Koira se parcourt assez rapidement5 mais la qualité audiovisuelle appelle selon moi à ralentir et ainsi profiter, observer, contempler. Un casque audio et une manette sont conseillés pour jouer, l’expérience de jeu étant plus fluide par la manette que par les directions plus saccadées des flèches de clavier. Les points de sauvegarde sont discrètement et joliment camouflés, et le jeu nous laisse découvrir à notre guise différentes adorables intéractions avec la faune et la flore. Sans obligation, mais pour notre plus grand plaisir, on peut réveiller ou caresser les animaux, frôler les plantes ou les carillons pour faire du bruit, jouer avec le chien en lançant un bâton ou même le customiser en lui mettant des chapeaux ou des fleurs sur la tête. Tout est ainsi fait pour permettre un véritable engagement dans l’univers.

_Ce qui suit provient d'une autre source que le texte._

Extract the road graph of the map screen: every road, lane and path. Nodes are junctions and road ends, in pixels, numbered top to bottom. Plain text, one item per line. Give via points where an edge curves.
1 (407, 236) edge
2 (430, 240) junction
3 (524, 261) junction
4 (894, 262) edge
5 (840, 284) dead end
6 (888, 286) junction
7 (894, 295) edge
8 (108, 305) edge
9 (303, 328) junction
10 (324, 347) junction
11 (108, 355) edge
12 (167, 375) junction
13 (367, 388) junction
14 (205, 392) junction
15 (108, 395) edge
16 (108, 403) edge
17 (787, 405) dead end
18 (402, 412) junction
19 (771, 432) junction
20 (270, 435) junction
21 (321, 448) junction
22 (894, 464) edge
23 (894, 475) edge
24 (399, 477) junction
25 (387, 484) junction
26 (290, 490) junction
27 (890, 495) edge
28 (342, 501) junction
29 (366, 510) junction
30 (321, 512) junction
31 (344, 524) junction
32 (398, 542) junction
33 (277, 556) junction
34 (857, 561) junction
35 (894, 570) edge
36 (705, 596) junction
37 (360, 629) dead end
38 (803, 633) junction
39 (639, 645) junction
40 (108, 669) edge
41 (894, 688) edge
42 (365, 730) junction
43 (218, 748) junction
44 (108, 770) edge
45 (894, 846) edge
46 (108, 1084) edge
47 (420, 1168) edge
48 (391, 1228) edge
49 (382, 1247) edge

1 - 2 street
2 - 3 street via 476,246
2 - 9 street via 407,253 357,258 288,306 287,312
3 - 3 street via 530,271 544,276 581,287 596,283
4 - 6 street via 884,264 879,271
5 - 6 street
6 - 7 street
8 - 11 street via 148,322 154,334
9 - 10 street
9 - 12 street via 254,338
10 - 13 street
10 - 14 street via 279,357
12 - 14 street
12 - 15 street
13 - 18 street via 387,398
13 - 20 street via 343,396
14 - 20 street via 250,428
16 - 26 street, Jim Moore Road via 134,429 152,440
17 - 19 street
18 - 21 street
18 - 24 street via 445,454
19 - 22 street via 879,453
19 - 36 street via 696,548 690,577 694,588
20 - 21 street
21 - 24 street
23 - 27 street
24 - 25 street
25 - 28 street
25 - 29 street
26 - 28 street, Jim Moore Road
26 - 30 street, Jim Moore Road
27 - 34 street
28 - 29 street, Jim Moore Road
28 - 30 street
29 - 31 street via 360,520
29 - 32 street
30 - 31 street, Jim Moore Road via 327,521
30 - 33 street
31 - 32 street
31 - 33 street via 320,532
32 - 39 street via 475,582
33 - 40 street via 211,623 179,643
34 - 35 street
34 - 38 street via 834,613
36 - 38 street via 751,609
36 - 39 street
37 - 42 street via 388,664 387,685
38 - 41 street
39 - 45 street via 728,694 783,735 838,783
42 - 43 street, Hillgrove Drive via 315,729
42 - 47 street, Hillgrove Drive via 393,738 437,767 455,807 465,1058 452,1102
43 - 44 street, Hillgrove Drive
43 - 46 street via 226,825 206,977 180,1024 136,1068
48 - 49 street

Koira est une expérience audiovisuelle interactive et finalement méditative qui nous propose de prendre le temps de profiter de la beauté de ce qui nous entoure et nous rappelle l’importance de la construction de relations et de la protection de ce qu’on aime, que cela soit notre animal, notre prochain ou notre forêt. Ce jeu plein de tendresse et de poésie, si apaisant, qui invite à la rêverie, fait du bien à notre petit cœur d’adulte et serait une perle pour un public plus jeune.